Robot side: there are multiple hardware and software components involved. Outputs of the RoboRIO (e.g. :term:`PWM` s) are controlled by the :term:`FPGA` hardware. :term:`NetComm` is a software daemon that talks to the DS, the FPGA, and the user program. Inside of the user process (the team’s robot program), there’s a NetComm :term:`DLL` component that talks to the FPGA, CAN, and the NetComm daemon. And of course there are CAN motor controllers on the CAN bus.
- The FPGA has a system :term:`watchdog`. This watchdog will time out and force a “disable” of PWM motor outputs if NetComm hasn’t told it it’s received an enable packet in the last 125 ms.
- The NetComm DLL in the user process will send a disable broadcast message on the CAN network and then stop sending keep-alive CAN messages after the disabled system watchdog signal is read back from the FPGA (this is checked on a 20 ms loop). REV pneumatics and motor controllers will stop immediately upon receipt of the disable broadcast. They also stop if no keep-alive is received for 100 ms (pneumatics) or 220 ms (motor controllers).
- The PWM disable works by sending a single idle pulse to the motor controller at the start of the next 20 ms PWM cycle after the disable condition is set, and following that, stopping output on the PWM signal line.
- When NetComm receives a control packet from the DS with enable set to true, it will immediately enable motors (and restart the FPGA watchdog timer).
- A count of watchdog expiration events is sent by NetComm to the DS, so this data is in the DS log.
Software Side:
- The DS sends a control packet to the robot every 20 ms. This is on a high-priority timed loop. Other loops in the DS, including the joystick and GUI loops, run at lower priority. What this means is that under poor CPU conditions or rendering delays (e.g. large amounts of console output), it’s possible for the DS to have internal delay between disable being clicked, a key being hit, or joystick inputs being read to those changes being reflected in the control packets being sent to the robot.

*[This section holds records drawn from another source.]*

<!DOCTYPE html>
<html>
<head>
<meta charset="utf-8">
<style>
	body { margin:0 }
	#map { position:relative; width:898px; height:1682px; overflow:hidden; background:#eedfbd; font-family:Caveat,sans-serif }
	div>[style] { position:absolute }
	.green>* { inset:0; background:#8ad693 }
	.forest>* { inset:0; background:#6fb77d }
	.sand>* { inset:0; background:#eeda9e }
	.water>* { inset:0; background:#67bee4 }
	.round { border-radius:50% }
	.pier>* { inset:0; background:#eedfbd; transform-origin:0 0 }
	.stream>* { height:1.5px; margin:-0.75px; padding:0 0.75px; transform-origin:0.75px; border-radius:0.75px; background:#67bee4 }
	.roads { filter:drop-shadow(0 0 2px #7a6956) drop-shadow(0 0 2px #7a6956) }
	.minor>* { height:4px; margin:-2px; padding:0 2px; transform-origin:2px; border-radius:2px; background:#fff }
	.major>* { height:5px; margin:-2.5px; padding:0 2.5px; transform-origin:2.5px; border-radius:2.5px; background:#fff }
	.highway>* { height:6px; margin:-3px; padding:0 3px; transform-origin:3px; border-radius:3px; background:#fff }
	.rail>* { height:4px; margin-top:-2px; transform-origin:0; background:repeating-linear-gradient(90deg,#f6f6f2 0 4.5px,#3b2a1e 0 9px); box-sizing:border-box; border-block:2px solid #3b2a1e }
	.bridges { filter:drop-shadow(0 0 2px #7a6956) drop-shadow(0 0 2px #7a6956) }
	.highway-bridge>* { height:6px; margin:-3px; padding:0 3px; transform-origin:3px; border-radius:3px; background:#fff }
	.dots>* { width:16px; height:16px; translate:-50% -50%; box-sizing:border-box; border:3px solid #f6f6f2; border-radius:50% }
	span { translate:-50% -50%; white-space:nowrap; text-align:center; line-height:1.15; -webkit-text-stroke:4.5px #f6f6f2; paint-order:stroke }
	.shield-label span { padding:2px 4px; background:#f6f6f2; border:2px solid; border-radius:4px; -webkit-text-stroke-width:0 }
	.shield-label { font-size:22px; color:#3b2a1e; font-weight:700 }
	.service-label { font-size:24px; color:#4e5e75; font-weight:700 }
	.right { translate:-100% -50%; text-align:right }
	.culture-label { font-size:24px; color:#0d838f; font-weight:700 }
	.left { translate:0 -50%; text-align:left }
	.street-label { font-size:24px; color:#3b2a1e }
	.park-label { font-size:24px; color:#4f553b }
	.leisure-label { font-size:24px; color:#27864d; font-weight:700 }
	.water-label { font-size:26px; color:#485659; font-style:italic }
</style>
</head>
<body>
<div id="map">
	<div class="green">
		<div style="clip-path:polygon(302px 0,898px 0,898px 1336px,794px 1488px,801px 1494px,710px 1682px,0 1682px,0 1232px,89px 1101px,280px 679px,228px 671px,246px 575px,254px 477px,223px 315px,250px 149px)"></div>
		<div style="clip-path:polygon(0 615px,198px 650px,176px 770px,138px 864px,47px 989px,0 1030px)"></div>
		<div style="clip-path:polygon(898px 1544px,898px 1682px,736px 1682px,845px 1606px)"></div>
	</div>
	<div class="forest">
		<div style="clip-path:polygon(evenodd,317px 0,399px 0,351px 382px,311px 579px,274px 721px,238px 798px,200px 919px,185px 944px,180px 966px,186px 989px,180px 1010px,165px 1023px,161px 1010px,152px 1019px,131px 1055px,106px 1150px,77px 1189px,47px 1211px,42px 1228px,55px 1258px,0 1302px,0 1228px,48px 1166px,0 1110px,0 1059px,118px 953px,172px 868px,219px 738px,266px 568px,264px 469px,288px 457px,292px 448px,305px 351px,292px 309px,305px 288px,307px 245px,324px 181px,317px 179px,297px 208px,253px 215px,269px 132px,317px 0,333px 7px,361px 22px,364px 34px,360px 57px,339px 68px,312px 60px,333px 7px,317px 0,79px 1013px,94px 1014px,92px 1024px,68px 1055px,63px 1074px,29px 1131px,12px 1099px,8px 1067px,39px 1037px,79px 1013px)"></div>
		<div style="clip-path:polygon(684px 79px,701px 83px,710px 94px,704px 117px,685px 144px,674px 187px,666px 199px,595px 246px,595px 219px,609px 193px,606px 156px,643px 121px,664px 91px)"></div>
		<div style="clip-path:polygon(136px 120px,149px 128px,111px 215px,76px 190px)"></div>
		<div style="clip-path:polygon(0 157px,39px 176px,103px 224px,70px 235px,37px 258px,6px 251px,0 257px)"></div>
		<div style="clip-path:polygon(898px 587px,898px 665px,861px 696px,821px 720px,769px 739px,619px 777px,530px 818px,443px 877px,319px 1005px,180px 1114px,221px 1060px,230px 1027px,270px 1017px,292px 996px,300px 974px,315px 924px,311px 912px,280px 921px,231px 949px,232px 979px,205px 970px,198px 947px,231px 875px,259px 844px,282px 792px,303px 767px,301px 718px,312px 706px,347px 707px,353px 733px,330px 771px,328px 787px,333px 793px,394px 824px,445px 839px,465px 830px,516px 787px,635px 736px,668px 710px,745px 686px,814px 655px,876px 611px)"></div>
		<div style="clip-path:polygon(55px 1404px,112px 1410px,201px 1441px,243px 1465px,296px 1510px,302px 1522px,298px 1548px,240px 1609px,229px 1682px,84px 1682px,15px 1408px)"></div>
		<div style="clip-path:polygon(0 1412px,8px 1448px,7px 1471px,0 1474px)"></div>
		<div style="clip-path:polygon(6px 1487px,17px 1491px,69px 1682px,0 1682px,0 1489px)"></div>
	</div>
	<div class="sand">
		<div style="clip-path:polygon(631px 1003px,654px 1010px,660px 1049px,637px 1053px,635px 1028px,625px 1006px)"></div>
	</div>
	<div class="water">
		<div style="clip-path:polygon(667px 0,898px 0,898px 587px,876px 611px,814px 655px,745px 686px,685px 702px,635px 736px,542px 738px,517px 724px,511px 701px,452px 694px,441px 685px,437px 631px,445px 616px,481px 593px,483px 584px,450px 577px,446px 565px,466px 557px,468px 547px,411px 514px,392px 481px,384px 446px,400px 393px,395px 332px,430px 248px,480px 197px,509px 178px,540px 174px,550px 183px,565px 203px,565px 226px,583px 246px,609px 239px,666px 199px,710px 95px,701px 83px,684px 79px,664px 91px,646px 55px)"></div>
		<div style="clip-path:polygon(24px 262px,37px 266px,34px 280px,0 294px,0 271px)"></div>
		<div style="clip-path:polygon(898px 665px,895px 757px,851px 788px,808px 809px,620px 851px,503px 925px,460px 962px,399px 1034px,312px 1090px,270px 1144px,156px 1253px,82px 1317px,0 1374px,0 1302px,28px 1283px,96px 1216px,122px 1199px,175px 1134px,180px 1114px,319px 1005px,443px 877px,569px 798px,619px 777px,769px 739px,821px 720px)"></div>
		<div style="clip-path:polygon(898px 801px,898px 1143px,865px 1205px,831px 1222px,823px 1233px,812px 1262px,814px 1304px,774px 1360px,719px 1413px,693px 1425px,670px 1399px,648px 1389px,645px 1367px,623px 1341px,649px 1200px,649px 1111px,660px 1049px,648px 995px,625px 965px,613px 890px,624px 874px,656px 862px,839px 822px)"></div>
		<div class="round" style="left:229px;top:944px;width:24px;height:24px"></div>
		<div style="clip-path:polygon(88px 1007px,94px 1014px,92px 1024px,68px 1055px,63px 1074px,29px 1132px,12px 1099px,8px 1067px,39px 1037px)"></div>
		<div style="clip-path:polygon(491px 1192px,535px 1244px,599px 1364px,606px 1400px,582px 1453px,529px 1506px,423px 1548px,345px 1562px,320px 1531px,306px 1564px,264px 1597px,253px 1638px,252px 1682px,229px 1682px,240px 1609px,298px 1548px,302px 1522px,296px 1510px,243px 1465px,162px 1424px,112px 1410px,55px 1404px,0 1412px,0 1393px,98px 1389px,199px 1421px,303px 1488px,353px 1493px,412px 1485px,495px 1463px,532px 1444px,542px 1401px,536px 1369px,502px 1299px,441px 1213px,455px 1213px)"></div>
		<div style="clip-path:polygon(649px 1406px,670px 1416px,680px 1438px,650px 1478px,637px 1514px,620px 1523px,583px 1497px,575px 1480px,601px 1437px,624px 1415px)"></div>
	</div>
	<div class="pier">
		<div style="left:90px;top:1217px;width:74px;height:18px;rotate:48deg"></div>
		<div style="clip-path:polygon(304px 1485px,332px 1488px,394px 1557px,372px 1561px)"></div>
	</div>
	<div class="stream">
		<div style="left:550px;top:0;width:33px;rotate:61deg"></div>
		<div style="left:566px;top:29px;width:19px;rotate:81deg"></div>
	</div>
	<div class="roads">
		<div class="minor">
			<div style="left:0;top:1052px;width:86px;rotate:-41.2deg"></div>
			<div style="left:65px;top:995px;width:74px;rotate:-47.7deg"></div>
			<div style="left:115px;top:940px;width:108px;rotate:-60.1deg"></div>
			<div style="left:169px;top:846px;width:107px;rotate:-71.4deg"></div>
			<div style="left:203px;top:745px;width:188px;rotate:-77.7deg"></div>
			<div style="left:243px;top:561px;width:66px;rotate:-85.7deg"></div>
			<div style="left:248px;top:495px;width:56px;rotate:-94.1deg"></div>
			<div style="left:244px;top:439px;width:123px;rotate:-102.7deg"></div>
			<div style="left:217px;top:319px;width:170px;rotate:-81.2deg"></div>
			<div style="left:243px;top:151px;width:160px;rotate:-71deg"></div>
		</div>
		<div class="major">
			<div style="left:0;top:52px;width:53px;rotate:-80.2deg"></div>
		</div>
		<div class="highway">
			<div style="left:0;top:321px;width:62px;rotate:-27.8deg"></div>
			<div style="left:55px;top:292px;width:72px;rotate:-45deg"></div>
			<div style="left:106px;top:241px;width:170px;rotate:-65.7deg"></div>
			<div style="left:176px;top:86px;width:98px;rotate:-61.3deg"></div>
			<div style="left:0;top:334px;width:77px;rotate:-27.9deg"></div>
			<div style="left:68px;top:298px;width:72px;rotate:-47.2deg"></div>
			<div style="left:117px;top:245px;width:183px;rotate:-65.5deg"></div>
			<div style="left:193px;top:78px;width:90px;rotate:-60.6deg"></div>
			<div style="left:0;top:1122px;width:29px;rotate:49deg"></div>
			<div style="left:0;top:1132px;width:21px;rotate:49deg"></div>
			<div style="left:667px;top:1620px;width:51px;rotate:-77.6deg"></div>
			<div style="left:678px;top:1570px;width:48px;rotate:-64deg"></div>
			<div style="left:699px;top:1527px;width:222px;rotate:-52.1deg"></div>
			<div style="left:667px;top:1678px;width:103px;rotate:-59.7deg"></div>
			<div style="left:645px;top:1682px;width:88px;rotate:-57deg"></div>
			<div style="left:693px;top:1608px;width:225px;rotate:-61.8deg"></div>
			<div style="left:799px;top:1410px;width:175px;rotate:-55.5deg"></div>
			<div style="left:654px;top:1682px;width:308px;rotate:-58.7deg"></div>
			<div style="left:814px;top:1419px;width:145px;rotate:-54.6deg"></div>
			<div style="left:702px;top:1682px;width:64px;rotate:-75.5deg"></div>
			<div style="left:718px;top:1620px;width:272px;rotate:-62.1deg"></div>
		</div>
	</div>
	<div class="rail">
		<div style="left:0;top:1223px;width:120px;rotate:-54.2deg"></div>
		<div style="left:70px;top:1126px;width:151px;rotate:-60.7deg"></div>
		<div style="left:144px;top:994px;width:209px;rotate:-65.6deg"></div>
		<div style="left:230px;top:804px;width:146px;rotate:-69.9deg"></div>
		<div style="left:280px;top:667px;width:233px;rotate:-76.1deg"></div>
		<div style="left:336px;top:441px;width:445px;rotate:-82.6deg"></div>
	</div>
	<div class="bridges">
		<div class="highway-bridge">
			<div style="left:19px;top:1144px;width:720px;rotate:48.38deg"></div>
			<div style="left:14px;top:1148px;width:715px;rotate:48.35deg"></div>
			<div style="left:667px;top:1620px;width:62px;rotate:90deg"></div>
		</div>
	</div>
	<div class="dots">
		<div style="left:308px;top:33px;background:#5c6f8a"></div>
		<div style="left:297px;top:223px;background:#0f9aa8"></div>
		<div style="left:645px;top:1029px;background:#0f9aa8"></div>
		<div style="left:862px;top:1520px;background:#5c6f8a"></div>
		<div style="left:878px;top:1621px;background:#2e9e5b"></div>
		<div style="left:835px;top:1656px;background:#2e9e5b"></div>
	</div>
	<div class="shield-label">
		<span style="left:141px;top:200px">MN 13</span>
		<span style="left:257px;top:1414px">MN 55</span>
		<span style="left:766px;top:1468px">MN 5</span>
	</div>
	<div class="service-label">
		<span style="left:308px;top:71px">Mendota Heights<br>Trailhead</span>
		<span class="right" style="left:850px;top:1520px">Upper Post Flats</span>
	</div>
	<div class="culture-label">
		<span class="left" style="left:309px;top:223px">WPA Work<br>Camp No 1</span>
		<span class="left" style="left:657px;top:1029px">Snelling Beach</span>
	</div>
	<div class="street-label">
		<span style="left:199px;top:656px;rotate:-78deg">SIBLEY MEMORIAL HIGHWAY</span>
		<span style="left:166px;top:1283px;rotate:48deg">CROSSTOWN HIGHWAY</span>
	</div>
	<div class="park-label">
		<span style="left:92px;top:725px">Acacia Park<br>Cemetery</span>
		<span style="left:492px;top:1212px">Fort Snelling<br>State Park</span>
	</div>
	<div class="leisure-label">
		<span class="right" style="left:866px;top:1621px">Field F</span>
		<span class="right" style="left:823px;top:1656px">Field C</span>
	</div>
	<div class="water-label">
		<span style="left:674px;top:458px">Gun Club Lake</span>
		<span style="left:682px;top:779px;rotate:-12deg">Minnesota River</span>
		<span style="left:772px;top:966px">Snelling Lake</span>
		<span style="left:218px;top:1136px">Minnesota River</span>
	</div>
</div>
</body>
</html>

- Control (DS->Robot) and status (Robot->DS) packets have an embedded sequence number. The DS uses these to compute round-trip-time and packet loss. A status packet that’s returned is marked as “lost” if the RTT is greater than ~250 ms. This does not mean it was actually missing (no response received). The DS does keep a separate count of truly missing (e.g. no response) packets and disables (starts sending control packets with enable=false) after ~10 drops occur (so I think this works out to ~450 ms, assuming it’s 250+10*20).

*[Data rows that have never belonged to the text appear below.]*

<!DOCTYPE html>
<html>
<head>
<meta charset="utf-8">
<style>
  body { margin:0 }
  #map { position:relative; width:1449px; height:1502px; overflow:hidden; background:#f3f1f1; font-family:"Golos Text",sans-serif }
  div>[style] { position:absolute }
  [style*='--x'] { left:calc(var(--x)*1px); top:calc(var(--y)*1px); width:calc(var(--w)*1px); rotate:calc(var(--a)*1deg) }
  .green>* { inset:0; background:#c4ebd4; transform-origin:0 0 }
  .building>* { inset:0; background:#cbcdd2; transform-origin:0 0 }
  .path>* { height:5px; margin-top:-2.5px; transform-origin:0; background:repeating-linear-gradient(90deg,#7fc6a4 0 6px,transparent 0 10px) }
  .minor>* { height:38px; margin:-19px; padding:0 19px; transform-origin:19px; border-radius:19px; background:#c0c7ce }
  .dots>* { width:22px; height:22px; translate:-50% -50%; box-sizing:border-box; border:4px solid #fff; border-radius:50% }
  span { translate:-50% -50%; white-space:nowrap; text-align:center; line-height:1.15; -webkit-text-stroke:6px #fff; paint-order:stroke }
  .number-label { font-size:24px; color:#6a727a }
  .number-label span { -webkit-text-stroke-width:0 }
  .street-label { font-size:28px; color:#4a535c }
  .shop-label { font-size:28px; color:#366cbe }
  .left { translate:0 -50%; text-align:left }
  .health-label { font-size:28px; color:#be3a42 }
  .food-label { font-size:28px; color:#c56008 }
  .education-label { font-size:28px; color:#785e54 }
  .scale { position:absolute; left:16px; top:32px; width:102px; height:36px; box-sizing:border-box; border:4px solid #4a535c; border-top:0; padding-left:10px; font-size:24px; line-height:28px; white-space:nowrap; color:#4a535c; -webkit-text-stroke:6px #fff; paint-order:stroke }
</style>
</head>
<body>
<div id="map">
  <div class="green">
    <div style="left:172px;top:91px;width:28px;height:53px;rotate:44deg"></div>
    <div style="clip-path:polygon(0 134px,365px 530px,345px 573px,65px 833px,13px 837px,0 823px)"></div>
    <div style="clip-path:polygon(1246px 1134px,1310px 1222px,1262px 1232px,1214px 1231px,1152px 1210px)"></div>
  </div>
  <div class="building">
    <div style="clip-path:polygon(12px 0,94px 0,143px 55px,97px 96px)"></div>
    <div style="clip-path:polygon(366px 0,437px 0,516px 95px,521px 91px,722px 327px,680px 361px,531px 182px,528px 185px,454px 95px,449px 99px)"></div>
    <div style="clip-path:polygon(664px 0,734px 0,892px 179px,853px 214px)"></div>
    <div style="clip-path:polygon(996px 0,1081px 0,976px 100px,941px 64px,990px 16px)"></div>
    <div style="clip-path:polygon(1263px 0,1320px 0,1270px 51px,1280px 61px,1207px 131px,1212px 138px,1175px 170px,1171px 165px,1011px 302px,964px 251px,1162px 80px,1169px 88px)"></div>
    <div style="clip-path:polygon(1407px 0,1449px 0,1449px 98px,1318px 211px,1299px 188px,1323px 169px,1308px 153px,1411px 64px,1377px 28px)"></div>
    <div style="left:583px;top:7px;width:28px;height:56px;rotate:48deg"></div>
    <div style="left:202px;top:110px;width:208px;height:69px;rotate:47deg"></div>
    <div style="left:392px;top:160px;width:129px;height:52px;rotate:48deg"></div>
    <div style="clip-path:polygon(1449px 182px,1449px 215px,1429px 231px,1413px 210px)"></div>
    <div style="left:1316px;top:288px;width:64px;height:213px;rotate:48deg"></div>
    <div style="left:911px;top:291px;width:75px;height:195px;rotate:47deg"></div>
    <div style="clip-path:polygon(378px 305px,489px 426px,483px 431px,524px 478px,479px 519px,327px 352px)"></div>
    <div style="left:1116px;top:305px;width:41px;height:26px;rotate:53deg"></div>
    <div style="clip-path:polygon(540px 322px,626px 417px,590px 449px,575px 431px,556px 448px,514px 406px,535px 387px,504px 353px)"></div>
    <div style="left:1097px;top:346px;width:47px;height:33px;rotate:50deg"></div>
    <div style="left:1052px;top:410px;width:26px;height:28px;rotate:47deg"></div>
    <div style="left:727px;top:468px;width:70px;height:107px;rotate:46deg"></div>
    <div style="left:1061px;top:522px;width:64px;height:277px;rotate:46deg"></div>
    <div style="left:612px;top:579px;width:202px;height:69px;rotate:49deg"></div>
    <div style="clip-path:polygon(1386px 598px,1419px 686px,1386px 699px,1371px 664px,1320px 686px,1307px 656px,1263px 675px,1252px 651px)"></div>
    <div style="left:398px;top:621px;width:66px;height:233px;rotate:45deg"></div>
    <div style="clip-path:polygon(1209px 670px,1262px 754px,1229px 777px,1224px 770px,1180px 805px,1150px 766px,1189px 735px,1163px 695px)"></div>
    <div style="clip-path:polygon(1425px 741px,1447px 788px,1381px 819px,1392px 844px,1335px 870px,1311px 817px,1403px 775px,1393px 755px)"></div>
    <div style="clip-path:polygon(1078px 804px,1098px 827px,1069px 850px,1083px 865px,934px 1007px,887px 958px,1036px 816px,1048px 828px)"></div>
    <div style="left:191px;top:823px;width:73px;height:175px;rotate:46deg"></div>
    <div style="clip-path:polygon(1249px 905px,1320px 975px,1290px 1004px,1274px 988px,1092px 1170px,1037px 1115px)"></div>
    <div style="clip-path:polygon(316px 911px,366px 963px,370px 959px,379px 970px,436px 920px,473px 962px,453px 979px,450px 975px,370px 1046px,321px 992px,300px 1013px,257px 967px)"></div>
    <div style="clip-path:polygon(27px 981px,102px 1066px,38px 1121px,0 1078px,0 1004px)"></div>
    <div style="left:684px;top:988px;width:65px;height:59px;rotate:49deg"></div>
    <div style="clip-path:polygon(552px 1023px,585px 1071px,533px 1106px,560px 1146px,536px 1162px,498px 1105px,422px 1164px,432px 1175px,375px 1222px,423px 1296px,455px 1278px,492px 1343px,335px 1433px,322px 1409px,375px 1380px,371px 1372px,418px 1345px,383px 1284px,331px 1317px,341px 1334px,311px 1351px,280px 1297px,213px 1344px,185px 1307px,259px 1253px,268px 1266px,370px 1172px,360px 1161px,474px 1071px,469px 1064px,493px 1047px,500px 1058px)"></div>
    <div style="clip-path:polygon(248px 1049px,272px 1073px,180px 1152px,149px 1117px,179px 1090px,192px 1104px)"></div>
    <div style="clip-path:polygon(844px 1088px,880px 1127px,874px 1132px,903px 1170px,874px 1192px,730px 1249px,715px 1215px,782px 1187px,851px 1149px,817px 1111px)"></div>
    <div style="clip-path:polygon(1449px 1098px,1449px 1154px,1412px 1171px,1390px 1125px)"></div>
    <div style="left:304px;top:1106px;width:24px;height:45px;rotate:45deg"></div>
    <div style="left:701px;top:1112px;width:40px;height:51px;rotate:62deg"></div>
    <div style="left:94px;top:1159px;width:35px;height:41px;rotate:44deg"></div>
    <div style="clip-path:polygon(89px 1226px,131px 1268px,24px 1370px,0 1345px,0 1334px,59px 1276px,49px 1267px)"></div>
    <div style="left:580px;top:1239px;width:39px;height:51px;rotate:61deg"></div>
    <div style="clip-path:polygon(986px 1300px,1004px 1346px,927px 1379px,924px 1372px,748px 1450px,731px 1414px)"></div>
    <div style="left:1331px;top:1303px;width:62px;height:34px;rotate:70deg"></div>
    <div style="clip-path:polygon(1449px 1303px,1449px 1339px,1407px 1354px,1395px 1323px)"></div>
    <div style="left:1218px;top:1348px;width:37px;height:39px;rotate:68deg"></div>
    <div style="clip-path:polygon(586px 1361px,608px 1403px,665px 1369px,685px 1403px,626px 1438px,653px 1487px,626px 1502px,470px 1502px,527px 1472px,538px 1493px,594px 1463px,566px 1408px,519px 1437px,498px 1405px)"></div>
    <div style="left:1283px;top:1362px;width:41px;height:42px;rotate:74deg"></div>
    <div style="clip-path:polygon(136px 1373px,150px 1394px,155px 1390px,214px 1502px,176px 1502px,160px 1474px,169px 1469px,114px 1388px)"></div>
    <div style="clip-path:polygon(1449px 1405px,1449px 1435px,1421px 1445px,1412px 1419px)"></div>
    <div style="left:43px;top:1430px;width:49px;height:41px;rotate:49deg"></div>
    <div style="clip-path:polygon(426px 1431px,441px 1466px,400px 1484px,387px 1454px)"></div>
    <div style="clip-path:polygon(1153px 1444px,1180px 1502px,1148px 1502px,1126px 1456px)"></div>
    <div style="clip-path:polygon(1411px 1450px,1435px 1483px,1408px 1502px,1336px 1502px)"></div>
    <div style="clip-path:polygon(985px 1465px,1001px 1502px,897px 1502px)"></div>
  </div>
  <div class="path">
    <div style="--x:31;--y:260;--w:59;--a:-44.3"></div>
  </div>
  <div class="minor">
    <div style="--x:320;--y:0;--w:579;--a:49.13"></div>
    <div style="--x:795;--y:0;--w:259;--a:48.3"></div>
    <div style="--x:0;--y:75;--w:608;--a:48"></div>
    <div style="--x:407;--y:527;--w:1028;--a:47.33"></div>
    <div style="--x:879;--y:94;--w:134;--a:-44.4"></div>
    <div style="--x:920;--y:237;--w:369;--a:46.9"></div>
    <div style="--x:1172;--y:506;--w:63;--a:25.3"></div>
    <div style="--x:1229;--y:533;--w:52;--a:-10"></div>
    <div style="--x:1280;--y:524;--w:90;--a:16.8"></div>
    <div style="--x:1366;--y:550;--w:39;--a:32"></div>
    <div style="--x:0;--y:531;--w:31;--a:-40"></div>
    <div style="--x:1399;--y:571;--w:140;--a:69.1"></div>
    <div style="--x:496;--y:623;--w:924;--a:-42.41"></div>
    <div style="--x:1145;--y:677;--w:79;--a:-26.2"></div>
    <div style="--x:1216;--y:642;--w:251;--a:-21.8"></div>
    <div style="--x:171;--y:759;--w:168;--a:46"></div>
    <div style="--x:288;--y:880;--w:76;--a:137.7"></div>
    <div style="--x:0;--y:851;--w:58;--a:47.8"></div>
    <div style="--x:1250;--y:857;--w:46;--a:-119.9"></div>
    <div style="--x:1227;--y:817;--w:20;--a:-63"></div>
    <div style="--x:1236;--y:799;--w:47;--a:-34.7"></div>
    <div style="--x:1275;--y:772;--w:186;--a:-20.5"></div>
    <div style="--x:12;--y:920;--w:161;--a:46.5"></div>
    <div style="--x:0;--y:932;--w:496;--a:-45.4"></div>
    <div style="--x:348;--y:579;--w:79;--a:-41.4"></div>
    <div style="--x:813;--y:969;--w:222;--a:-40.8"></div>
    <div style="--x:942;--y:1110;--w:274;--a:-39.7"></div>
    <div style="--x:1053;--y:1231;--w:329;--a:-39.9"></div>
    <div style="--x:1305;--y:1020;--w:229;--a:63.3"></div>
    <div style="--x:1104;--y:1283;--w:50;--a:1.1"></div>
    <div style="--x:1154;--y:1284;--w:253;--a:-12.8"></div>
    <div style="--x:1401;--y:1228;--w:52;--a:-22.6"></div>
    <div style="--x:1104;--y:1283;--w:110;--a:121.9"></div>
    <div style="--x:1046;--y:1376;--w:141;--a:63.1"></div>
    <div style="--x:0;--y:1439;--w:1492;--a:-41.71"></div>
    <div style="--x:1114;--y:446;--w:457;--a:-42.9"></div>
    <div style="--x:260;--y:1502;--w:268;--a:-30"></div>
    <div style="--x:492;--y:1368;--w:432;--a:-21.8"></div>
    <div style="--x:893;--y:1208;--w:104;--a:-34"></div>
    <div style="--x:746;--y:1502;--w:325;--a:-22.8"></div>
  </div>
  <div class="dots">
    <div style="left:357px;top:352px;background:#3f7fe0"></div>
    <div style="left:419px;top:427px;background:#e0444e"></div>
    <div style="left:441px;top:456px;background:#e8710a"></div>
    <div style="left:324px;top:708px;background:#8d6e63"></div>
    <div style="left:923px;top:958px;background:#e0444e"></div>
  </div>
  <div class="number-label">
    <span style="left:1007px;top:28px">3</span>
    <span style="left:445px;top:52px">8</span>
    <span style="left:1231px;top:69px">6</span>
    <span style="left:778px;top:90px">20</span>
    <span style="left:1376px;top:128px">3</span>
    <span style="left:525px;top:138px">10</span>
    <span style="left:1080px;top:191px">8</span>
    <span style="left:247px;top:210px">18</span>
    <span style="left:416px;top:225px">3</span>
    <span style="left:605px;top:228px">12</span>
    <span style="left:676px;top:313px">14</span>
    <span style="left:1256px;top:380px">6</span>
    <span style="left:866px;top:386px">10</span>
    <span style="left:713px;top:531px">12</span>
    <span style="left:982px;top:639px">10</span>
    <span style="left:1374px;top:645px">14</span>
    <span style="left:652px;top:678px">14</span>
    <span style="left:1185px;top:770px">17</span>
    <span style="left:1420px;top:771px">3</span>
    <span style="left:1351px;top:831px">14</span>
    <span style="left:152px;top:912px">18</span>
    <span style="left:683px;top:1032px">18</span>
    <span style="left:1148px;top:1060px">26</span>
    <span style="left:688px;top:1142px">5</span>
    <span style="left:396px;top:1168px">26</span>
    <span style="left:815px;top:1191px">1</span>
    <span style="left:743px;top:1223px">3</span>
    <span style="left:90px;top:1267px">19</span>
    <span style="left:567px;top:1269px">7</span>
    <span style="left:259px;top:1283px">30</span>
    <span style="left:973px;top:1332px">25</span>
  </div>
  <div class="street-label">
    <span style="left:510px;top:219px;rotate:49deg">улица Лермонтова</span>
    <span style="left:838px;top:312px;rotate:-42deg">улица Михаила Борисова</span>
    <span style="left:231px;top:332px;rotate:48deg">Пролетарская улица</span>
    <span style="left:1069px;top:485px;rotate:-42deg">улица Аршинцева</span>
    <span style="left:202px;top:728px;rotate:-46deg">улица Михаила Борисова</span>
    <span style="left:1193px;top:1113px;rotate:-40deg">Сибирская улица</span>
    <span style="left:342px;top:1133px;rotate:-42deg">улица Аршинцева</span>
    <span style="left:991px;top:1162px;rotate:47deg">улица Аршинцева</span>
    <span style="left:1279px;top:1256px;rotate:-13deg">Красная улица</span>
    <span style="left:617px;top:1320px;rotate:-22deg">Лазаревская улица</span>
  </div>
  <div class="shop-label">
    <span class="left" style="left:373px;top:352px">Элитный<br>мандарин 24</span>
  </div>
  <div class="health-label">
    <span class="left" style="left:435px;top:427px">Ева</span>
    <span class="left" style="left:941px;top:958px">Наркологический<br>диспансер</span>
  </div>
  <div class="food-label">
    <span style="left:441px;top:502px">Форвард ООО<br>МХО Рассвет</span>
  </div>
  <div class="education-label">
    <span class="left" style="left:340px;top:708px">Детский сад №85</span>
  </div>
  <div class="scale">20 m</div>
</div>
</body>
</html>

- High CPU / GUI delays result in the DS continuing to send packets with enable=true for a period of time until that loop is notified a disable occurs.
- There is no upper limit to control lag. As long as packets keep arriving, they may be several seconds delayed from the DS, so a disable command from the DS would take the same amount of time to be reflected in robot operation. Once it’s delayed, all controls, including disable/estop, will be delayed. We’ve all seen delays increase either slowly or quickly–the robot was controllable until it’s suddenly much more laggy, or even been laggy from the start.
- Packet buffering / wifi retransmits of control packets result in sporadic enable packets making it to the robot after some delay. The watchdog would disable after 125 ms, but a single enable packet would re-enable motors for another 125 ms at a time.